118. L’humilité ne peut s’enraciner dans le cœur qu’à travers les humiliations. Sans elles, il n’y a ni humilité ni sainteté. Si tu n’es pas capable de supporter et de souffrir quelques humiliations, tu n’es pas humble et tu n’es pas sur le chemin de la sainteté. La sainteté que Dieu offre à son Église vient à travers l’humiliation de son Fils. Voilà le chemin ! L’humiliation te conduit à ressembler à Jésus, c’est une partie inéluctable de l’imitation de Jésus-Christ : « Le Christ […] a souffert pour vous, vous laissant un modèle afin que vous suiviez ses traces » (1 P 2, 21). Pour sa part, il exprime l’humilité du Père qui s’humilie pour marcher avec son peuple, qui supporte ses infidélités et ses murmures (cf. Ex 34, 6-9 ; Sg 11, 23-12, 2 ; Lc 6, 36). C’est pourquoi les Apôtres, après l’humiliation, étaient « tout joyeux d’avoir été jugés dignes de subir des outrages pour le Nom de Jésus » (Ac 5, 41).

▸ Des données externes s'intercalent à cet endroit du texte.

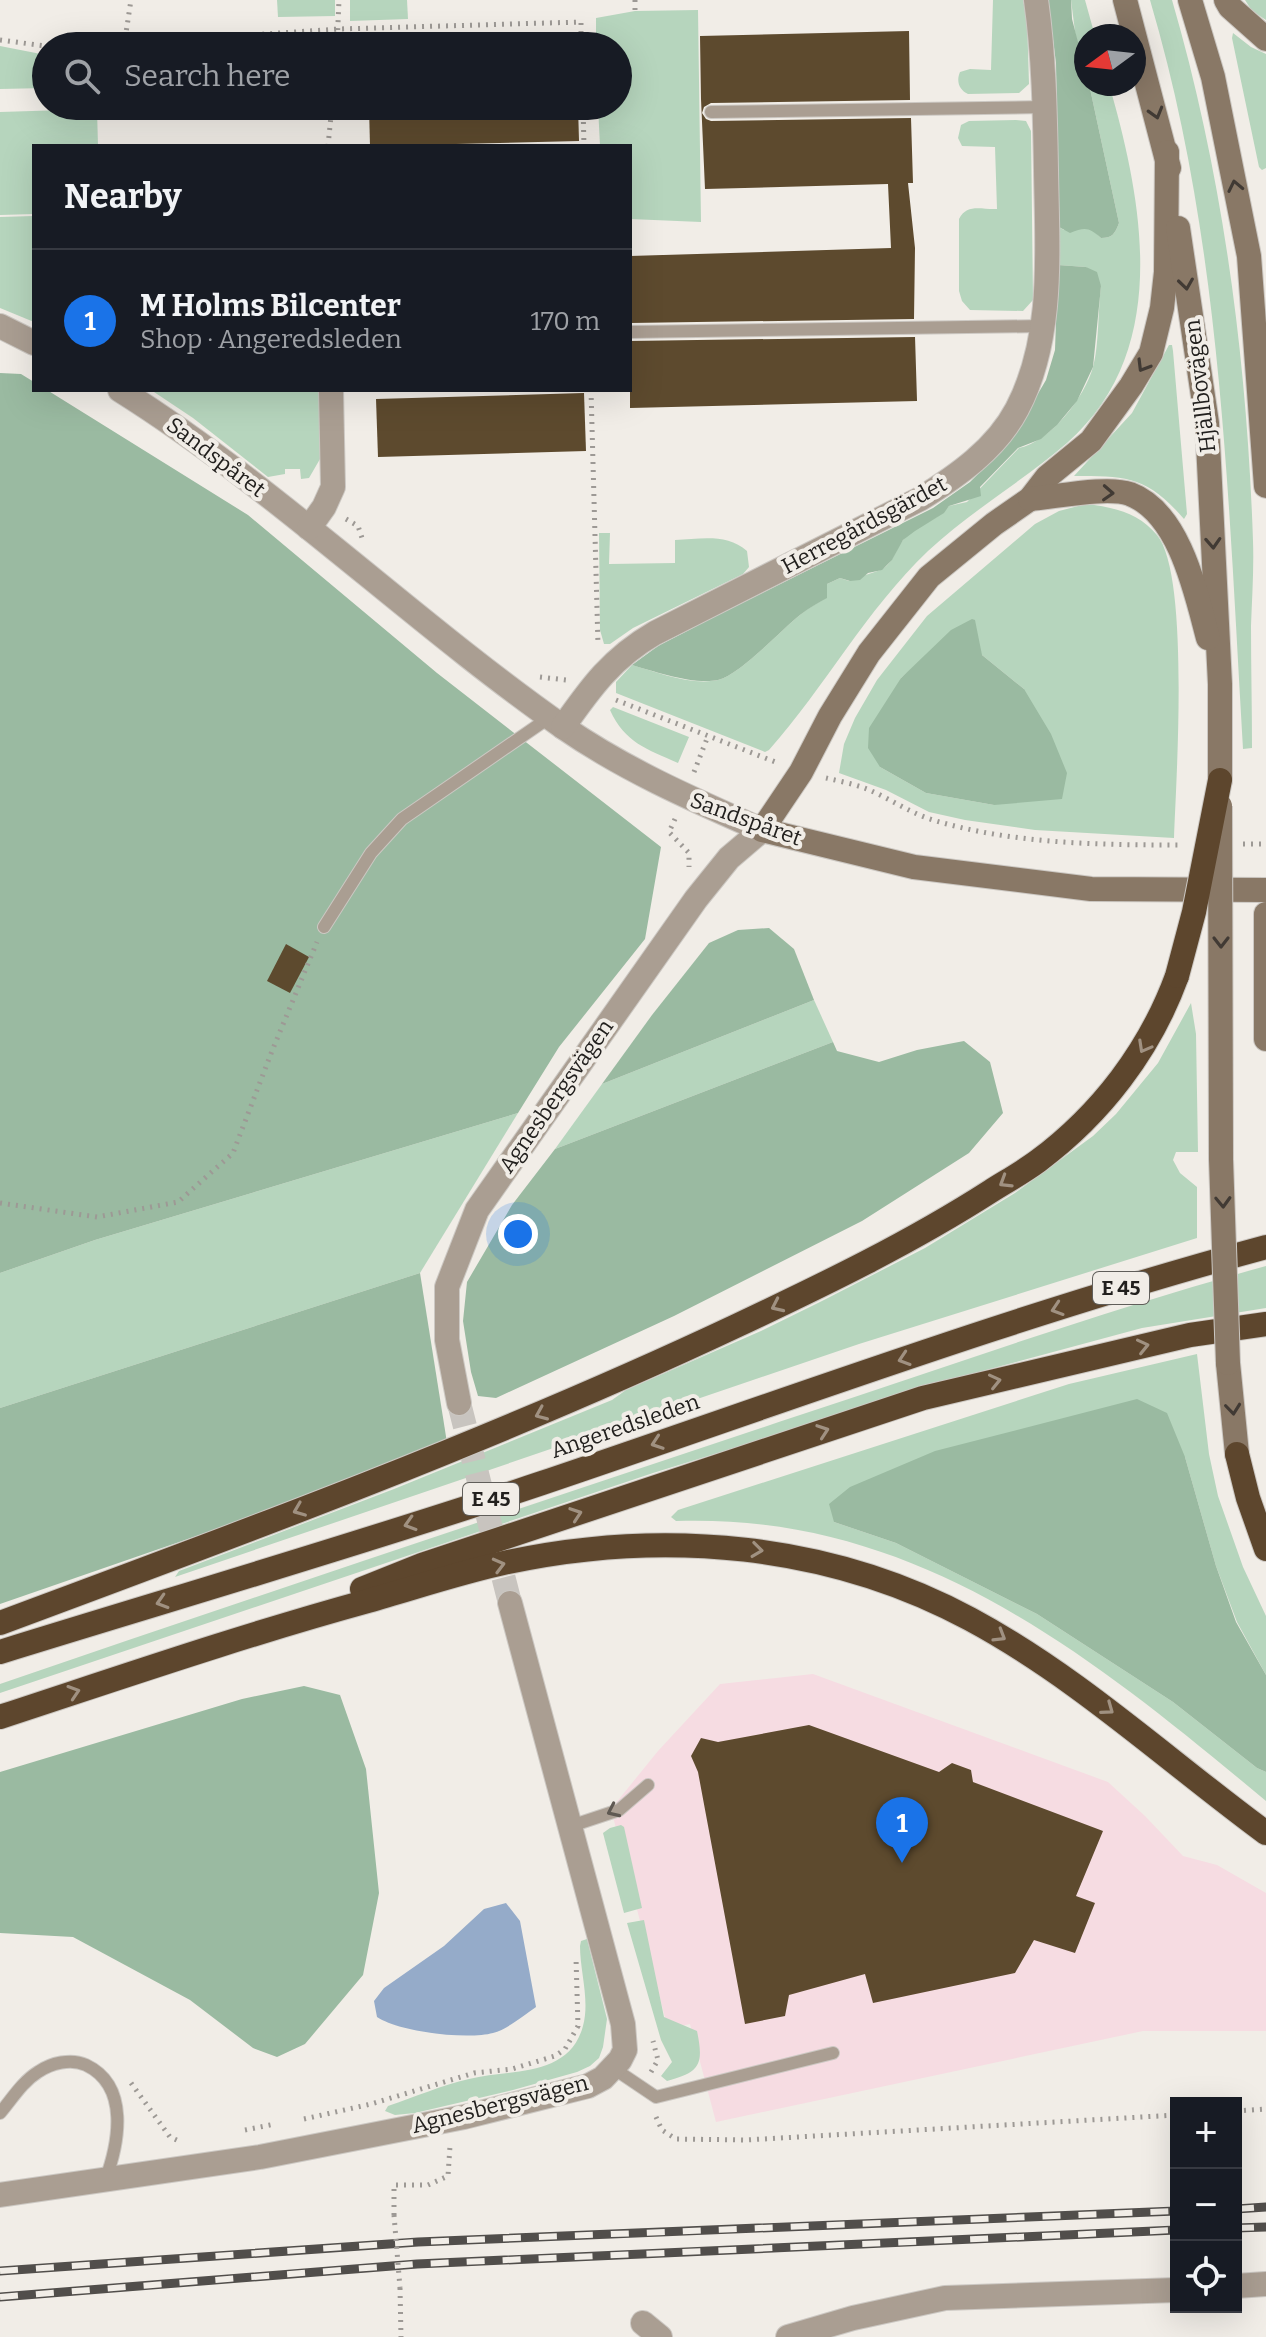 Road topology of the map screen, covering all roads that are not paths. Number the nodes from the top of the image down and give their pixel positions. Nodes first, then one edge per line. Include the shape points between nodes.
1 (1036, 0) edge
2 (1125, 0) edge
3 (1190, 0) edge
4 (1226, 0) edge
5 (1266, 39) edge
6 (1045, 107) junction
7 (711, 112) dead end
8 (1167, 152) junction
9 (0, 326) edge
10 (1042, 326) junction
11 (632, 332) edge
12 (32, 342) edge
13 (123, 392) edge
14 (331, 392) edge
15 (1266, 486) edge
16 (1030, 499) junction
17 (309, 528) junction
18 (1220, 684) junction
19 (557, 722) junction
20 (1220, 780) junction
21 (762, 830) junction
22 (1266, 890) edge
23 (1266, 914) edge
24 (324, 927) road end
25 (1266, 1039) edge
26 (1266, 1247) edge
27 (1266, 1324) edge
28 (459, 1403) tunnel mouth
29 (1237, 1454) joint
30 (1266, 1549) edge
31 (510, 1603) tunnel mouth
32 (0, 1623) edge
33 (267, 1629) junction
34 (0, 1652) edge
35 (0, 1717) edge
36 (648, 1785) dead end
37 (571, 1826) junction
38 (1266, 1833) edge
39 (833, 2053) dead end
40 (613, 2068) junction
41 (0, 2113) edge
42 (105, 2181) junction
43 (0, 2195) edge
44 (1266, 2284) edge
45 (1242, 2286) edge
46 (1170, 2290) edge
47 (788, 2337) edge

1 - 6 street, Herregårdsgärdet
2 -> 8 main road, Hjällbovägen
15 -> 3 main road via 1249,256 1213,77
4 - 5 main road
6 - 7 lane
6 - 10 street, Herregårdsgärdet
8 -> 16 main road via 1166,272 1151,353 1091,441 1047,477
8 -> 18 main road, Hjällbovägen via 1207,423
9 - 12 street
10 - 11 lane
10 - 19 street, Herregårdsgärdet via 1037,356 1016,410 957,476 655,633 611,664
13 - 17 street, Sandspåret
14 - 17 street via 333,487
16 -> 18 main road via 1129,494 1165,523 1190,573
16 - 21 main road via 929,577 869,653
17 - 19 street, Sandspåret
18 - 20 main road, Hjällbovägen
19 - 21 street, Sandspåret via 685,796
19 - 24 lane via 402,819 371,853
20 -> 29 main road, Hjällbovägen, bridge via 1221,1159 1228,1363
20 -> 32 highway, bridge via 1194,912 1165,1009 1137,1060 1038,1161 890,1250 665,1359 526,1420
21 - 22 main road, Sandspåret via 914,867 1091,889
21 - 28 street, Agnesbergsvägen via 729,858 696,899 477,1210 447,1287 447,1340
23 - 25 main road
26 -> 34 highway, Angeredsleden / E 45 via 1172,1272 539,1483
33 -> 27 highway via 422,1565 923,1398 1190,1335
29 - 30 highway
31 - 37 street, Agnesbergsvägen
35 -> 33 highway
33 -> 38 highway via 507,1562 612,1547 718,1546 812,1560 872,1576 968,1617 1054,1670
36 -> 37 lane via 619,1810
37 - 40 street, Agnesbergsvägen via 625,2038 625,2050
39 - 40 lane via 656,2097
40 - 42 street, Agnesbergsvägen via 588,2086 464,2117
41 - 42 lane via 40,2070 60,2062 81,2062 98,2071 112,2088 118,2117 115,2154
42 - 43 street, Agnesbergsvägen
44 - 45 street
46 - 47 street via 945,2298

147. Finalement, même si cela semble évident, souvenons-nous que la sainteté est faite d’une ouverture habituelle à la transcendance, qui s’exprime dans la prière et dans l’adoration. Le saint est une personne dotée d’un esprit de prière, qui a besoin de communiquer avec Dieu. C’est quelqu’un qui ne supporte pas d’être asphyxié dans l’immanence close de ce monde, et au milieu de ses efforts et de ses engagements, il soupire vers Dieu, il sort de lui-même dans la louange et élargit ses limites dans la contemplation du Seigneur. Je ne crois pas dans la sainteté sans prière, bien qu’il ne s’agisse pas nécessairement de longs moments ou de sentiments intenses.

157. La rencontre avec Jésus dans les Écritures nous conduit à l’Eucharistie, où cette même Parole atteint son efficacité maximale, car elle est présence réelle de celui qui est la Parole vivante. Là, l’unique Absolu reçoit la plus grande adoration que puisse lui rendre cette terre, car c’est le Christ qui s’offre. Et quand nous le recevons dans la communion, nous renouvelons notre alliance avec lui et nous lui permettons de réaliser toujours davantage son œuvre de transformation.

176. Je voudrais que la Vierge Marie couronne ces réflexions, car elle a vécu comme personne les béatitudes de Jésus. Elle est celle qui tressaillait de joie en la présence de Dieu, celle qui gardait tout dans son cœur et qui s’est laissée traverser par le glaive. Elle est la sainte parmi les saints, la plus bénie, celle qui nous montre le chemin de la sainteté et qui nous accompagne. Elle n’accepte pas que nous restions à terre et parfois elle nous porte dans ses bras sans nous juger. Parler avec elle nous console, nous libère et nous sanctifie. La Mère n’a pas besoin de beaucoup de paroles, elle n’a pas besoin que nous fassions trop d’efforts pour lui expliquer ce qui nous arrive. Il suffit de chuchoter encore et encore : « Je vous salue Marie… ».